I know people will see this as an excuse, but I feel the need to give some context.
My mum was emotionally abusive to me growing up, and this peaked in my teen years, when she would name call, and would with-hold essential toiletries etc. I absolutely despised myself and ended up with eating disorders. I hated my reflection, because of who I believed I was on the inside as well as on the outside. My mum was extremely controlling and I never got to really have proper friendships as a result. This also made me feel worthless.

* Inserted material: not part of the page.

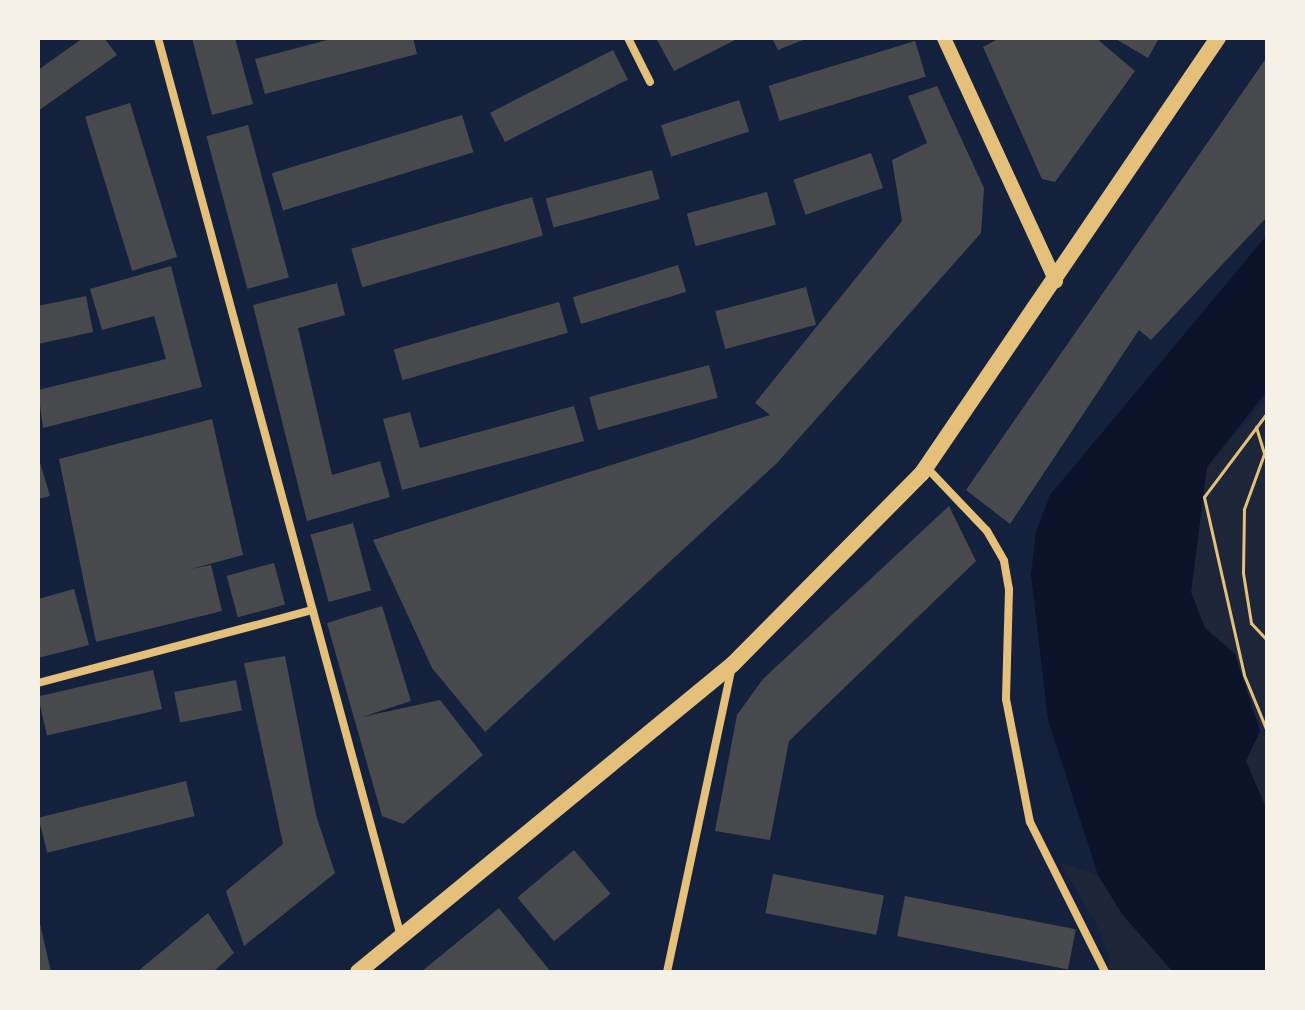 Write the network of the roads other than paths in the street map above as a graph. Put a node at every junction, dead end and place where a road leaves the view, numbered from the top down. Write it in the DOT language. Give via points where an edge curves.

I left home in my teen years and ended up drinking to excess. I would never remember anything from Friday and Saturday nights and slept with lots of men. One thing that particularly troubles me, was an older colleagues husband. I remember one night, he was following me home. I asked him to stop, and he wouldn’t. I asked him so many times to leave me alone and he continued to follow and said he wouldn’t. If I’m honest, I don’t remember what happened when I got home except from that he definitely was there. I woke up and he was gone and I felt violated.
I am now happily married with two kids, but the more years that pass, the more sickened I feel by what I have done in my life. I was completely wreckless and had zero morals and self respect.
I’ve tried counselling a number of times but it really hasn’t helped me. I’ve stuck with it. I’ve been positive going into it. I end up feeling worse. I don’t know how to come to terms with who I was.